Primary Angiosarcoma of Chest Wall and Cutaneous Metastasis: A Systematic Review and Pooled Analysis of Published Reports

Angiosarcomas represent a family of malignant vascular tumors arising from the endothelial lining of blood vessels. Vascular tumors arising in the chest wall are rare, and primary chest wall angiosarcomas (PACW) are even rarer. They have high propensity to metastasize to distant organs, but metastatic colonization of the skin by primary chest wall tumors has never been reported. Presented is a systematic review of the literature to identify cases of PACW reporting skin metastasis. A systematic review was conducted in accordance with PRISMA guidelines. A PubMed, Scopus, Web of Science, and manual search through references of relevant publications was used to identify all published case reports of PACW. Data extracted from each case included age, sex, symptomatology, immunohistochemistry markers, metastasis, management, follow-up, and outcome. The systematic review identified 9 publications reporting 11 cases of PACW. Mean age at presentation was 35 years (range, 8-84 years).

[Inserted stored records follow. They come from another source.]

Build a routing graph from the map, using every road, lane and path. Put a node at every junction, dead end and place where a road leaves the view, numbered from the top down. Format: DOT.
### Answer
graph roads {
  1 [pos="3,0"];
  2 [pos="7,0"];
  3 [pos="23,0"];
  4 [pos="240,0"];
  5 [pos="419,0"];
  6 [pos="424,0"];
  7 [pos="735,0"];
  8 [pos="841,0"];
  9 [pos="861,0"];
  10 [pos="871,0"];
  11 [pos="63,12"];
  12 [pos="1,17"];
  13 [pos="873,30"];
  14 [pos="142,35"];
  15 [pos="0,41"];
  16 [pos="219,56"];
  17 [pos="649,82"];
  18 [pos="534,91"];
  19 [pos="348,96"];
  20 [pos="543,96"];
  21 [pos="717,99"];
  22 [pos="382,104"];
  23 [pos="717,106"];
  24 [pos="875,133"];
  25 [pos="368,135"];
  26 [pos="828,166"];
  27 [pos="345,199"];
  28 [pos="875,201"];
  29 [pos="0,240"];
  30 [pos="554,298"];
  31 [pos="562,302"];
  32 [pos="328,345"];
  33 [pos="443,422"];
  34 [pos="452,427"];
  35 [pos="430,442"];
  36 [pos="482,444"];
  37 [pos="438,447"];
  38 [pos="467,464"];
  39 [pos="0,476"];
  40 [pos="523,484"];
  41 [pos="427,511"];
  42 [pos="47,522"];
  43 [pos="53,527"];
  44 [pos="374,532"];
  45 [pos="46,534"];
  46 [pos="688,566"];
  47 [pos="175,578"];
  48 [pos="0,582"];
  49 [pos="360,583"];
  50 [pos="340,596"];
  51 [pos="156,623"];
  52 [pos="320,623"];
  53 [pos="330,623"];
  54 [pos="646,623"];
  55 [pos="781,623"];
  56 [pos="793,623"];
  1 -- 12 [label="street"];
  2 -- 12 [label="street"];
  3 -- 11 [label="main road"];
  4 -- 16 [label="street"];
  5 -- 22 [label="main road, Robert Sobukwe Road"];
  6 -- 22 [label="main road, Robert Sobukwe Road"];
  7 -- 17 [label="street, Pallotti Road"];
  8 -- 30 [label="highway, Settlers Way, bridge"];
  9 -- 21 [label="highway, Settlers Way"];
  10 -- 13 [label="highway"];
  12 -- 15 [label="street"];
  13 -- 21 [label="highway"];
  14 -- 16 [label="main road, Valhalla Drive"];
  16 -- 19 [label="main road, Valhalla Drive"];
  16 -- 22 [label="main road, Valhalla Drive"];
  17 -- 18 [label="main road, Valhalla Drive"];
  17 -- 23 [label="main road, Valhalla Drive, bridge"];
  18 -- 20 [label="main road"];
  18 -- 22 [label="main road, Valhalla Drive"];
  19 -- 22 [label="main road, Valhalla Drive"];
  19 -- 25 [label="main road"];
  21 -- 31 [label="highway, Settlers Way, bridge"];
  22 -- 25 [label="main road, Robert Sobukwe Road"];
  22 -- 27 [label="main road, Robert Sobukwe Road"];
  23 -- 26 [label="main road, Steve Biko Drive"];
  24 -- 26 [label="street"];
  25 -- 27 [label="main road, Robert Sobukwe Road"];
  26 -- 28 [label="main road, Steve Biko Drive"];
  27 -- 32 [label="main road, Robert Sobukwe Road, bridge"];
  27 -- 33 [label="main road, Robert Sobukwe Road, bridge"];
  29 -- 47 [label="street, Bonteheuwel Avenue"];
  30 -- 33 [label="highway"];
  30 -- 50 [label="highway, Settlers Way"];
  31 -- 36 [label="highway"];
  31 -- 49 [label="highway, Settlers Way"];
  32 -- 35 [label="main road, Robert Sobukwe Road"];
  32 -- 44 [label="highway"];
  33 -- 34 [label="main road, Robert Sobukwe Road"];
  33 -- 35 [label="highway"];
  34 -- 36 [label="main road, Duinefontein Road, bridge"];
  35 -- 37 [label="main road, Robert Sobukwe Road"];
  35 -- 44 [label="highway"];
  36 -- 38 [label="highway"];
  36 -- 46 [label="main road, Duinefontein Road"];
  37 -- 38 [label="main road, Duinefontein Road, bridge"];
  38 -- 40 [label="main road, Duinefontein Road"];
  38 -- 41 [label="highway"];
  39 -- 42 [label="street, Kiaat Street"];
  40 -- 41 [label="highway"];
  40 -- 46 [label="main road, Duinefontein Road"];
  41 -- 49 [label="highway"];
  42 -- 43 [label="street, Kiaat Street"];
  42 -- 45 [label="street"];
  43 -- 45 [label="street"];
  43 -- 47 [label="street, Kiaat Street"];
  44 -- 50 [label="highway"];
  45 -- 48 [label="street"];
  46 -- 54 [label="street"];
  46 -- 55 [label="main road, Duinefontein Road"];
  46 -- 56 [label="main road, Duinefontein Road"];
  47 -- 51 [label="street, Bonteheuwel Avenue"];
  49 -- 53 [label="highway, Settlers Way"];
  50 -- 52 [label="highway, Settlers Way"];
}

Treatment strategies included surgical excision alone (n = 5), surgical excision and adjuvant radiotherapy and chemotherapy (n = 3), and radiotherapy and chemotherapy alone (n = 2). Death was the final outcome in 44.44% of patients. There was no report of cutaneous metastasis in any of the included cases; however, nonskin metastasis was reported in 2 cases. Based on this systematic review, there was no case found of PACW metastasizing to the skin.